- [Task goal]
When you spot the word "Kambo" in a line of the data below, copy that line.
::: Data extracts :::
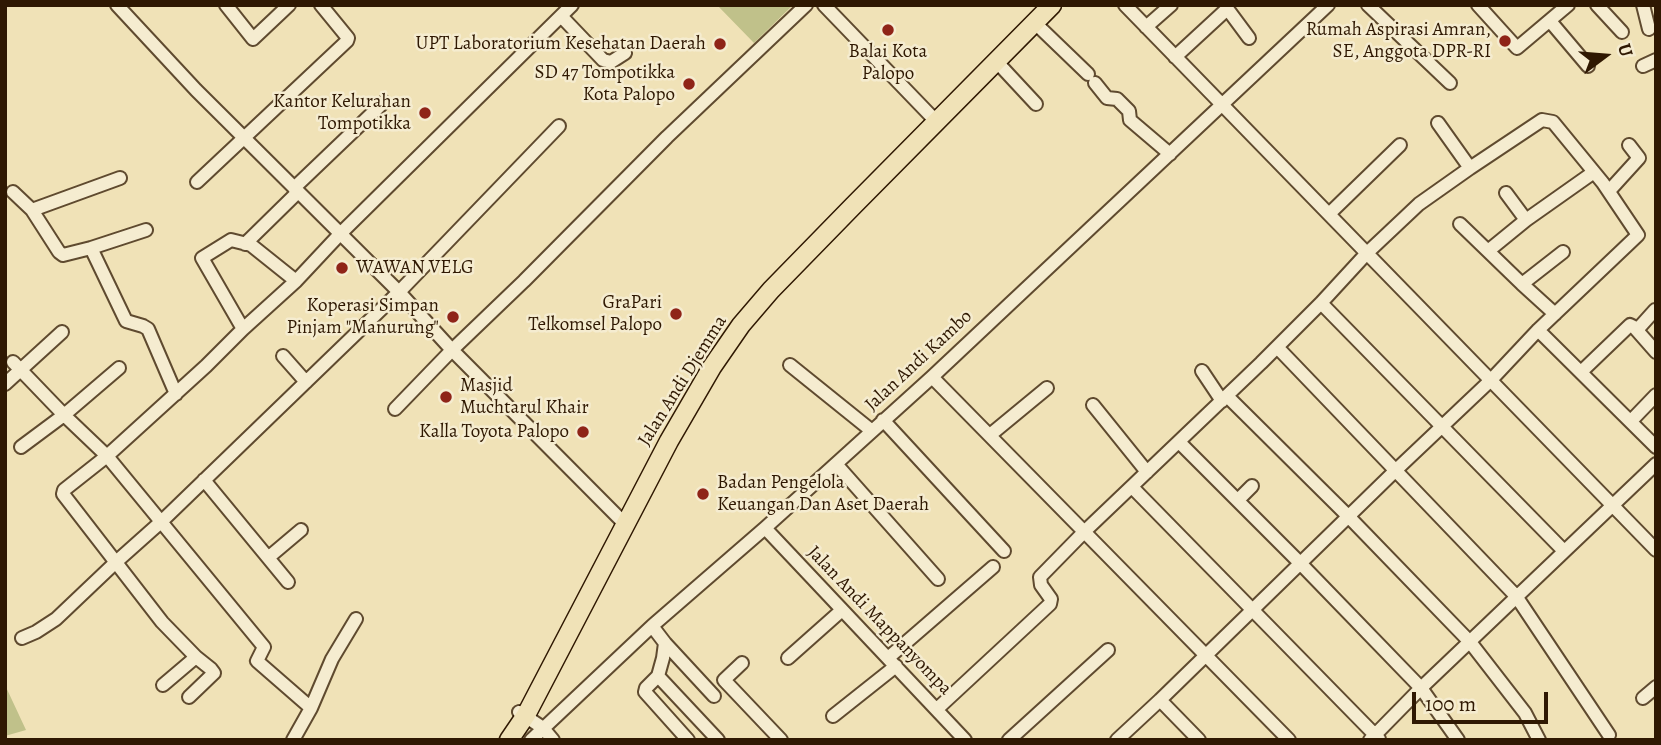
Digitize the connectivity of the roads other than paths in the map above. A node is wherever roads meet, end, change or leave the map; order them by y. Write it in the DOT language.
graph roads {
  1 [pos="117,5"];
  2 [pos="226,5"];
  3 [pos="289,5"];
  4 [pos="321,5"];
  5 [pos="572,5"];
  6 [pos="806,5"];
  7 [pos="824,5"];
  8 [pos="1040,5"];
  9 [pos="1052,5"];
  10 [pos="1125,5"];
  11 [pos="1171,5"];
  12 [pos="1328,5"];
  13 [pos="1368,5"];
  14 [pos="1568,5"];
  15 [pos="1597,5"];
  16 [pos="1643,5"];
  17 [pos="1479,6"];
  18 [pos="561,16"];
  19 [pos="1550,21"];
  20 [pos="1034,23"];
  21 [pos="1146,27"];
  22 [pos="1649,29"];
  23 [pos="1622,32"];
  24 [pos="1249,38"];
  25 [pos="625,53"];
  26 [pos="1175,57"];
  27 [pos="1656,60"];
  28 [pos="996,61"];
  29 [pos="1588,66"];
  30 [pos="1643,66"];
  31 [pos="1450,83"];
  32 [pos="384,102"];
  33 [pos="1036,104"];
  34 [pos="1222,106"];
  35 [pos="934,118"];
  36 [pos="1438,123"];
  37 [pos="559,127"];
  38 [pos="244,139"];
  39 [pos="1400,145"];
  40 [pos="1629,145"];
  41 [pos="1170,154"];
  42 [pos="1470,167"];
  43 [pos="1594,172"];
  44 [pos="120,178"];
  45 [pos="197,183"];
  46 [pos="296,190"];
  47 [pos="1609,191"];
  48 [pos="13,192"];
  49 [pos="1506,193"];
  50 [pos="32,210"];
  51 [pos="1329,214"];
  52 [pos="1526,220"];
  53 [pos="1460,224"];
  54 [pos="146,230"];
  55 [pos="340,233"];
  56 [pos="245,244"];
  57 [pos="92,248"];
  58 [pos="1488,251"];
  59 [pos="1563,252"];
  60 [pos="1367,253"];
  61 [pos="296,281"];
  62 [pos="1522,284"];
  63 [pos="399,292"];
  64 [pos="1321,303"];
  65 [pos="1655,310"];
  66 [pos="1555,314"];
  67 [pos="243,329"];
  68 [pos="1538,330"];
  69 [pos="1637,330"];
  70 [pos="62,332"];
  71 [pos="1277,347"];
  72 [pos="452,350"];
  73 [pos="1656,352"];
  74 [pos="283,356"];
  75 [pos="17,365"];
  76 [pos="790,365"];
  77 [pos="119,368"];
  78 [pos="1202,371"];
  79 [pos="1581,372"];
  80 [pos="932,376"];
  81 [pos="1491,380"];
  82 [pos="306,382"];
  83 [pos="5,384"];
  84 [pos="1047,388"];
  85 [pos="176,394"];
  86 [pos="1656,395"];
  87 [pos="1224,398"];
  88 [pos="1094,405"];
  89 [pos="395,409"];
  90 [pos="64,415"];
  91 [pos="883,420"];
  92 [pos="1631,421"];
  93 [pos="1443,425"];
  94 [pos="872,431"];
  95 [pos="990,435"];
  96 [pos="1179,442"];
  97 [pos="21,447"];
  98 [pos="1656,447"];
  99 [pos="107,456"];
  100 [pos="836,464"];
  101 [pos="1656,464"];
  102 [pos="1396,470"];
  103 [pos="1147,472"];
  104 [pos="204,480"];
  105 [pos="1252,486"];
  106 [pos="1132,487"];
  107 [pos="1238,500"];
  108 [pos="1613,505"];
  109 [pos="1348,516"];
  110 [pos="162,521"];
  111 [pos="622,522"];
  112 [pos="765,528"];
  113 [pos="301,530"];
  114 [pos="1085,531"];
  115 [pos="1656,550"];
  116 [pos="1004,551"];
  117 [pos="1564,551"];
  118 [pos="269,557"];
  119 [pos="116,562"];
  120 [pos="1300,563"];
  121 [pos="993,567"];
  122 [pos="938,579"];
  123 [pos="288,582"];
  124 [pos="1517,596"];
  125 [pos="842,610"];
  126 [pos="1254,610"];
  127 [pos="356,619"];
  128 [pos="652,626"];
  129 [pos="22,638"];
  130 [pos="1470,642"];
  131 [pos="665,643"];
  132 [pos="1108,650"];
  133 [pos="1206,654"];
  134 [pos="196,657"];
  135 [pos="788,658"];
  136 [pos="892,662"];
  137 [pos="742,663"];
  138 [pos="658,676"];
  139 [pos="163,685"];
  140 [pos="1656,687"];
  141 [pos="1421,688"];
  142 [pos="714,696"];
  143 [pos="190,697"];
  144 [pos="1643,698"];
  145 [pos="1160,700"];
  146 [pos="311,708"];
  147 [pos="937,709"];
  148 [pos="523,713"];
  149 [pos="833,716"];
  150 [pos="543,728"];
  151 [pos="1609,735"];
  152 [pos="1375,738"];
  153 [pos="293,740"];
  154 [pos="501,740"];
  155 [pos="509,740"];
  156 [pos="531,740"];
  157 [pos="553,740"];
  158 [pos="688,740"];
  159 [pos="718,740"];
  160 [pos="782,740"];
  161 [pos="965,740"];
  162 [pos="1009,740"];
  163 [pos="1117,740"];
  164 [pos="1199,740"];
  165 [pos="1289,740"];
  166 [pos="1458,740"];
  167 [pos="1539,740"];
  1 -- 38 [label="street"];
  2 -- 3 [label="street"];
  4 -- 38 [label="street"];
  5 -- 18 [label="street"];
  6 -- 72 [label="street"];
  7 -- 35 [label="street"];
  8 -- 35 [label="highway, Jalan Andi Djemma"];
  9 -- 20 [label="highway, Jalan Andi Djemma"];
  10 -- 21 [label="street"];
  11 -- 21 [label="street"];
  12 -- 34 [label="street, Jalan Andi Kambo"];
  13 -- 31 [label="street"];
  14 -- 19 [label="street"];
  15 -- 23 [label="street"];
  16 -- 22 [label="street"];
  17 -- 19 [label="street"];
  18 -- 25 [label="street"];
  18 -- 55 [label="street"];
  19 -- 29 [label="street"];
  20 -- 28 [label="highway, Jalan Andi Djemma"];
  20 -- 41 [label="street"];
  21 -- 26 [label="street"];
  24 -- 26 [label="street"];
  26 -- 34 [label="street"];
  27 -- 30 [label="street"];
  28 -- 33 [label="street"];
  28 -- 35 [label="highway, Jalan Andi Djemma"];
  32 -- 46 [label="street"];
  34 -- 41 [label="street, Jalan Andi Kambo"];
  34 -- 51 [label="street"];
  35 -- 111 [label="highway, Jalan Andi Djemma"];
  36 -- 42 [label="street"];
  37 -- 63 [label="street"];
  38 -- 45 [label="street"];
  38 -- 46 [label="street"];
  39 -- 51 [label="street"];
  40 -- 47 [label="street"];
  41 -- 80 [label="street, Jalan Andi Kambo"];
  42 -- 43 [label="street"];
  42 -- 60 [label="street"];
  43 -- 47 [label="street"];
  43 -- 52 [label="street"];
  44 -- 50 [label="street"];
  46 -- 55 [label="street"];
  46 -- 56 [label="street"];
  47 -- 66 [label="street"];
  48 -- 50 [label="street"];
  49 -- 52 [label="street"];
  50 -- 57 [label="street"];
  51 -- 60 [label="street"];
  52 -- 58 [label="street"];
  53 -- 58 [label="street"];
  54 -- 57 [label="street"];
  55 -- 61 [label="street"];
  55 -- 63 [label="street"];
  56 -- 61 [label="street"];
  56 -- 67 [label="street"];
  57 -- 85 [label="street"];
  58 -- 62 [label="street"];
  59 -- 62 [label="street"];
  60 -- 64 [label="street"];
  60 -- 81 [label="street"];
  61 -- 67 [label="street"];
  62 -- 66 [label="street"];
  63 -- 72 [label="street"];
  63 -- 82 [label="street"];
  64 -- 71 [label="street"];
  64 -- 93 [label="street"];
  65 -- 69 [label="street"];
  66 -- 68 [label="street"];
  67 -- 85 [label="street"];
  68 -- 79 [label="street"];
  68 -- 81 [label="street"];
  69 -- 73 [label="street"];
  69 -- 79 [label="street"];
  70 -- 75 [label="street"];
  71 -- 87 [label="street"];
  71 -- 102 [label="street"];
  72 -- 89 [label="street"];
  72 -- 111 [label="street"];
  74 -- 82 [label="street"];
  75 -- 83 [label="street"];
  75 -- 90 [label="street"];
  76 -- 94 [label="street"];
  77 -- 90 [label="street"];
  78 -- 87 [label="street"];
  79 -- 92 [label="street"];
  80 -- 91 [label="street, Jalan Andi Kambo"];
  80 -- 95 [label="street"];
  81 -- 93 [label="street"];
  81 -- 108 [label="street"];
  82 -- 104 [label="street"];
  84 -- 95 [label="street"];
  85 -- 99 [label="street"];
  86 -- 92 [label="street"];
  87 -- 96 [label="street"];
  87 -- 109 [label="street"];
  88 -- 103 [label="street"];
  90 -- 97 [label="street"];
  90 -- 99 [label="street"];
  91 -- 94 [label="street, Jalan Andi Kambo"];
  91 -- 116 [label="street"];
  92 -- 98 [label="street"];
  93 -- 102 [label="street"];
  93 -- 117 [label="street"];
  94 -- 100 [label="street, Jalan Andi Kambo"];
  95 -- 114 [label="street"];
  96 -- 103 [label="street"];
  96 -- 107 [label="street"];
  99 -- 110 [label="street"];
  99 -- 119 [label="street"];
  100 -- 112 [label="street, Jalan Andi Kambo"];
  100 -- 122 [label="street"];
  101 -- 108 [label="street"];
  102 -- 109 [label="street"];
  102 -- 124 [label="street"];
  103 -- 106 [label="street"];
  104 -- 110 [label="street"];
  104 -- 118 [label="street"];
  105 -- 107 [label="street"];
  106 -- 114 [label="street"];
  106 -- 126 [label="street"];
  107 -- 120 [label="street"];
  108 -- 115 [label="street"];
  108 -- 117 [label="street"];
  109 -- 120 [label="street"];
  109 -- 130 [label="street"];
  110 -- 119 [label="street"];
  110 -- 146 [label="street"];
  111 -- 148 [label="highway, Jalan Andi Djemma"];
  112 -- 125 [label="street, Jalan Andi Mappanyompa"];
  112 -- 128 [label="street, Jalan Andi Kambo"];
  113 -- 118 [label="street"];
  114 -- 133 [label="street"];
  114 -- 147 [label="street"];
  117 -- 124 [label="street"];
  118 -- 123 [label="street"];
  119 -- 129 [label="street"];
  119 -- 134 [label="street"];
  120 -- 126 [label="street"];
  120 -- 141 [label="street"];
  121 -- 136 [label="street"];
  124 -- 130 [label="street"];
  124 -- 151 [label="street"];
  125 -- 135 [label="street"];
  125 -- 136 [label="street, Jalan Andi Mappanyompa"];
  126 -- 133 [label="street"];
  126 -- 152 [label="street"];
  127 -- 146 [label="street"];
  128 -- 131 [label="street"];
  128 -- 150 [label="street, Jalan Andi Kambo"];
  130 -- 141 [label="street"];
  130 -- 167 [label="street"];
  131 -- 138 [label="street"];
  131 -- 142 [label="street"];
  132 -- 162 [label="street"];
  133 -- 145 [label="street"];
  133 -- 165 [label="street"];
  134 -- 139 [label="street"];
  134 -- 143 [label="street"];
  136 -- 147 [label="street, Jalan Andi Mappanyompa"];
  136 -- 149 [label="street"];
  137 -- 160 [label="street"];
  138 -- 158 [label="street"];
  138 -- 159 [label="street"];
  140 -- 144 [label="street"];
  141 -- 152 [label="street"];
  141 -- 166 [label="street"];
  145 -- 163 [label="street"];
  145 -- 164 [label="street"];
  146 -- 153 [label="street"];
  147 -- 161 [label="street, Jalan Andi Mappanyompa"];
  148 -- 150 [label="street"];
  148 -- 154 [label="highway, Jalan Andi Djemma"];
  148 -- 155 [label="highway, Jalan Andi Djemma"];
  150 -- 156 [label="street, Jalan Andi Kambo"];
  150 -- 157 [label="street"];
}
:::
- [Response to the task]
  12 -- 34 [label="street, Jalan Andi Kambo"];
  34 -- 41 [label="street, Jalan Andi Kambo"];
  41 -- 80 [label="street, Jalan Andi Kambo"];
  80 -- 91 [label="street, Jalan Andi Kambo"];
  91 -- 94 [label="street, Jalan Andi Kambo"];
  94 -- 100 [label="street, Jalan Andi Kambo"];
  100 -- 112 [label="street, Jalan Andi Kambo"];
  112 -- 128 [label="street, Jalan Andi Kambo"];
  128 -- 150 [label="street, Jalan Andi Kambo"];
  150 -- 156 [label="street, Jalan Andi Kambo"];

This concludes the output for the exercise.